Total the lines of the entries below that hold the string "Viaduct", then write only that total.

==*==

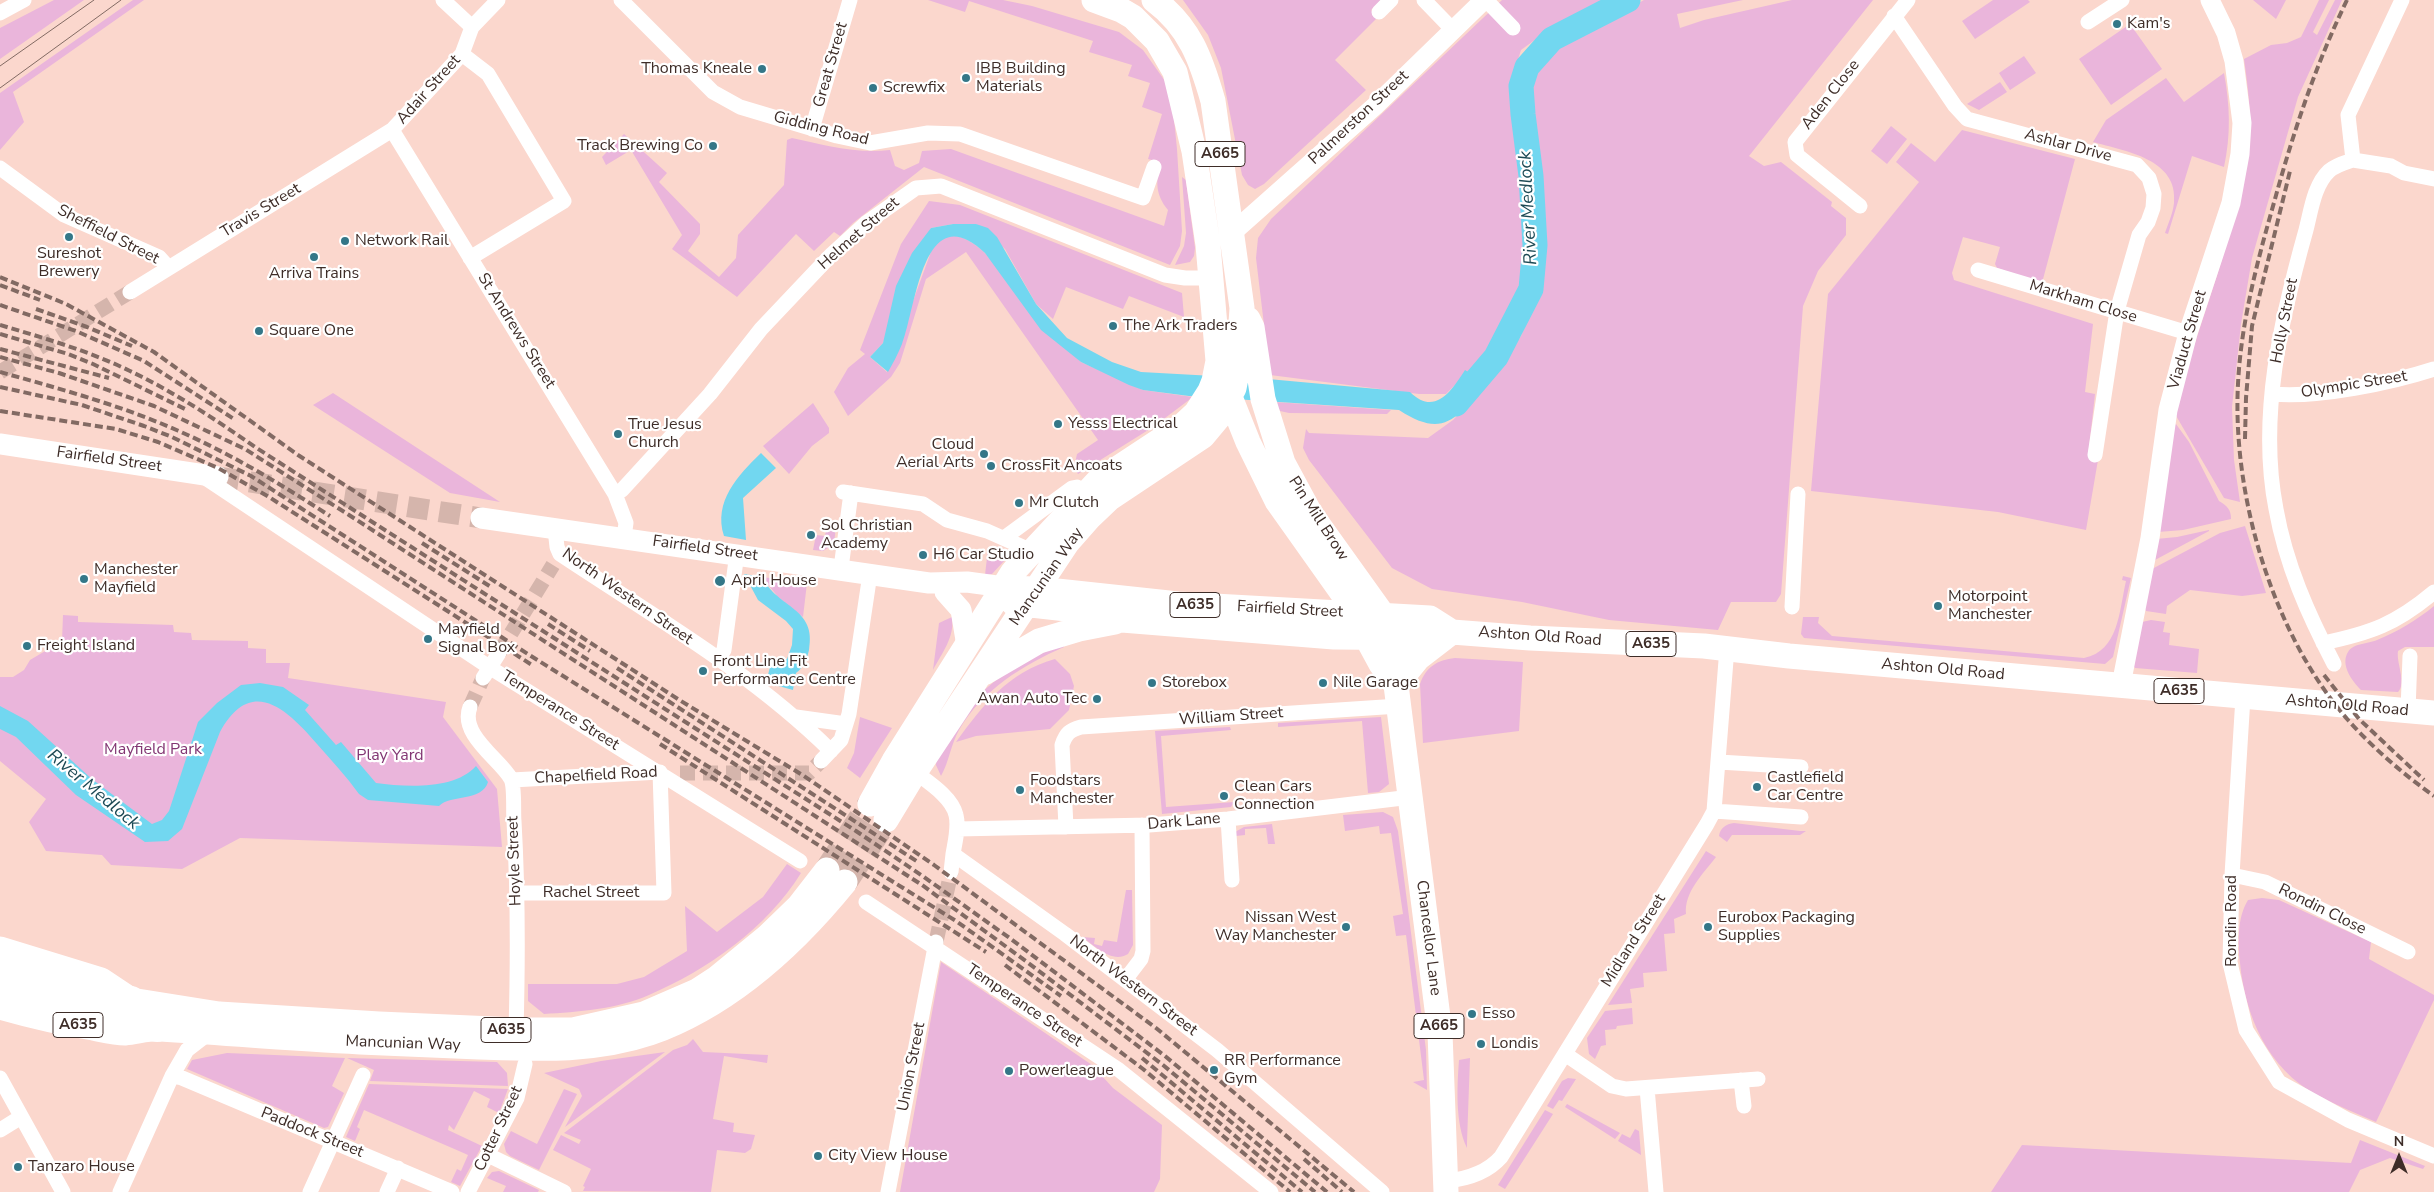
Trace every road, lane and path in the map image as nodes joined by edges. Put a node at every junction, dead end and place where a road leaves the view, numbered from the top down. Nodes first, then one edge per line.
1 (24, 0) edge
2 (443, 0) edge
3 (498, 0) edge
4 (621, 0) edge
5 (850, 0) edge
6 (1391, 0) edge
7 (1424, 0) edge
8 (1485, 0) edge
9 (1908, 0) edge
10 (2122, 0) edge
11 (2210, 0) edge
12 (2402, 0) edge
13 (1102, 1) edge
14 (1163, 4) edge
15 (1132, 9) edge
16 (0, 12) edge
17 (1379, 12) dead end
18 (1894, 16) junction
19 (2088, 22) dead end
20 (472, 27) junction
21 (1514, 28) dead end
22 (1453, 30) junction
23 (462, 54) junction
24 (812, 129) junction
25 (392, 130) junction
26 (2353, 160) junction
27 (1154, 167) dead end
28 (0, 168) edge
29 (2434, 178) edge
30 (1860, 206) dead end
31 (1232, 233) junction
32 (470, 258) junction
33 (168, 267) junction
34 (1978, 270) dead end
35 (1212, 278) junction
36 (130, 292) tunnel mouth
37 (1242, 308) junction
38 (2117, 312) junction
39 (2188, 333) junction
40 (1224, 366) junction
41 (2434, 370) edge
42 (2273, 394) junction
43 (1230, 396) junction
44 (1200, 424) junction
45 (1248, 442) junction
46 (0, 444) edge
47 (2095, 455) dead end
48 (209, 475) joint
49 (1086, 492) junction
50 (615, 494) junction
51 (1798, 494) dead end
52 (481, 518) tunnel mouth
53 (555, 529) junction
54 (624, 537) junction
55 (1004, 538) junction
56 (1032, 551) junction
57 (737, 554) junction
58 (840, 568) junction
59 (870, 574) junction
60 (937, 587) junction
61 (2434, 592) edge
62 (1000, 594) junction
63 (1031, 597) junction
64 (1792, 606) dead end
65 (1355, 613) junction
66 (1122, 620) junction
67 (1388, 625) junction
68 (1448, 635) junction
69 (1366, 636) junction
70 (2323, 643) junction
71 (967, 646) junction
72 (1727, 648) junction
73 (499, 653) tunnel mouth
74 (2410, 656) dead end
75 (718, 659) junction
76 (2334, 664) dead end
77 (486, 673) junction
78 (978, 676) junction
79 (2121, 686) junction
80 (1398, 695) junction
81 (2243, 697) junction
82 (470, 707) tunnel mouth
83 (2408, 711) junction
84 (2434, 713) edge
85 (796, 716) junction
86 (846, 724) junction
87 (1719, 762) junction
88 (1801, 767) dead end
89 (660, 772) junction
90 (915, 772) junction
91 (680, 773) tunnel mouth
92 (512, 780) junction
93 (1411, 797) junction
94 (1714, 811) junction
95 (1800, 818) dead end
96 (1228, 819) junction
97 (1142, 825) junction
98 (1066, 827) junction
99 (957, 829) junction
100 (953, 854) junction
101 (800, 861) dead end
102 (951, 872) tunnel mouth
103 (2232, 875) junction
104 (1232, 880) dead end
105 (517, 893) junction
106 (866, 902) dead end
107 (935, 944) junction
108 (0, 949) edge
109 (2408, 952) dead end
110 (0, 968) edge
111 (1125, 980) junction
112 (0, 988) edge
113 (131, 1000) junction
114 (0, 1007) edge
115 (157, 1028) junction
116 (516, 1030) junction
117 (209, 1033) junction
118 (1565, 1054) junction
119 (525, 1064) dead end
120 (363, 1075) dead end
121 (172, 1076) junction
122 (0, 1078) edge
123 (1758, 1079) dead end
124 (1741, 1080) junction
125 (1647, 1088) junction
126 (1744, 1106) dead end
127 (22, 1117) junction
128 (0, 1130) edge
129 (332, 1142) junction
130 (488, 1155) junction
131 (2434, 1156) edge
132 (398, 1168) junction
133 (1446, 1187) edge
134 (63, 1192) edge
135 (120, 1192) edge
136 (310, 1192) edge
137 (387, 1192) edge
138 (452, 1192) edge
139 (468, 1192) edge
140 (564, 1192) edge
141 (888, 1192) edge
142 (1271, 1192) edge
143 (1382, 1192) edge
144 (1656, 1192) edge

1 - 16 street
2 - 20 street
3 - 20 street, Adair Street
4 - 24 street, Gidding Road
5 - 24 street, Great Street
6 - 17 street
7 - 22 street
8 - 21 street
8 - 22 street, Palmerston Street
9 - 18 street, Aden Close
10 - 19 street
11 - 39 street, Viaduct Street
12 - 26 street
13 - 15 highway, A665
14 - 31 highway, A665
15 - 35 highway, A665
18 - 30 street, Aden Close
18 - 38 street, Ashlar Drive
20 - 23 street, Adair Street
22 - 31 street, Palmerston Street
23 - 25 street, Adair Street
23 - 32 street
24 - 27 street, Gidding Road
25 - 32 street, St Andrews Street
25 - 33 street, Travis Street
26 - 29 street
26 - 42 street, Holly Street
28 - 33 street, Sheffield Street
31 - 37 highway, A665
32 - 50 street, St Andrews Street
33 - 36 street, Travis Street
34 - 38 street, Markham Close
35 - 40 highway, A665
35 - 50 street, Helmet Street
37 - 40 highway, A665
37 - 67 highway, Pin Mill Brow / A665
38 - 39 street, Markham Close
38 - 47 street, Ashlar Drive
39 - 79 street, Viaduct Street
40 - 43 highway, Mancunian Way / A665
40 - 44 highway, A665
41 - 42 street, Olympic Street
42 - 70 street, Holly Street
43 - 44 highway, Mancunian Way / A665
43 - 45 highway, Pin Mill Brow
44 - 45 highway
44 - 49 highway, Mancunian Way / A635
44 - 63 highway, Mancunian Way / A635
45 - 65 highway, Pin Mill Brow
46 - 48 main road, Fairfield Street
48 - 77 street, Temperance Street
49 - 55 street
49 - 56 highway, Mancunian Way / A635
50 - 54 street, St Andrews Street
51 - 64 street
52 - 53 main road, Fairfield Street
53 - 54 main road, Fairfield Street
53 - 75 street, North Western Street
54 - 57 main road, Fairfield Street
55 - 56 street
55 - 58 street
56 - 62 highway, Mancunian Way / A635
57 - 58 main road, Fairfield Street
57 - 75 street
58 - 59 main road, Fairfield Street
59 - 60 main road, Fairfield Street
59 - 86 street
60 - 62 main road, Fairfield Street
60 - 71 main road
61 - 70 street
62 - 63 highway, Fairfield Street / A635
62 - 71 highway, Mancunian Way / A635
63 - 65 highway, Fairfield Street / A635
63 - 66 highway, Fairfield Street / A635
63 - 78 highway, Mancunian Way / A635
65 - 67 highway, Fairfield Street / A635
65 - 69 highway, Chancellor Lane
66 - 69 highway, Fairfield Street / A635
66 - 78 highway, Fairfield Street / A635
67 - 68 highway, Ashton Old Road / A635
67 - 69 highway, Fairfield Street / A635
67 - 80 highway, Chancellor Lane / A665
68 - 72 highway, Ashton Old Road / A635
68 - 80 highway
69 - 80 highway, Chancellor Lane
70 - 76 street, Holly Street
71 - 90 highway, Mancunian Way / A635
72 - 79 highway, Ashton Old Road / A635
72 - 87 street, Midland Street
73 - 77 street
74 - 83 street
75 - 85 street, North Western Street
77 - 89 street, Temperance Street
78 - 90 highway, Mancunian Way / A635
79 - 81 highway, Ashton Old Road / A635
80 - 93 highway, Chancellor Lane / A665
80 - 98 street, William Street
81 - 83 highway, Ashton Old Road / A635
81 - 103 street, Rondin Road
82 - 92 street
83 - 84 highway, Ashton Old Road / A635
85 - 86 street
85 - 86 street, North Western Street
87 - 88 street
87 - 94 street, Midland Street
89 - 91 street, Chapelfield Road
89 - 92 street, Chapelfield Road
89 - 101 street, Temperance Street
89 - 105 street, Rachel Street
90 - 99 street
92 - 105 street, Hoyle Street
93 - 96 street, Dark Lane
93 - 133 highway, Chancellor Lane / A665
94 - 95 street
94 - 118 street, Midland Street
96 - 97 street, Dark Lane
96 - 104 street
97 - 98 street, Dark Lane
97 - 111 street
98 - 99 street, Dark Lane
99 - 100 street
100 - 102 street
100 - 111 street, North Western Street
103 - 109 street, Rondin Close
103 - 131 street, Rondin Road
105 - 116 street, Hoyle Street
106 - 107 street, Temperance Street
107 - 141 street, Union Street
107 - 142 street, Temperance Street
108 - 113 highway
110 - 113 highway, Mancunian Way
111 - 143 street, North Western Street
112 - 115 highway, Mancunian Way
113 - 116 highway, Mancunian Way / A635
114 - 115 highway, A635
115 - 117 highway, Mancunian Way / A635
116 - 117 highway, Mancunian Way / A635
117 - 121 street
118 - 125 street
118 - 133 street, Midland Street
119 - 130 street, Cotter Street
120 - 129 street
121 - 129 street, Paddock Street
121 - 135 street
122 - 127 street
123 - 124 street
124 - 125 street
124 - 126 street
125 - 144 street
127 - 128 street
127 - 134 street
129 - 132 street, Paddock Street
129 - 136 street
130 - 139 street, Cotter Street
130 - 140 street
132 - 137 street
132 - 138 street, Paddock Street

==*==

Result of the exercise = 2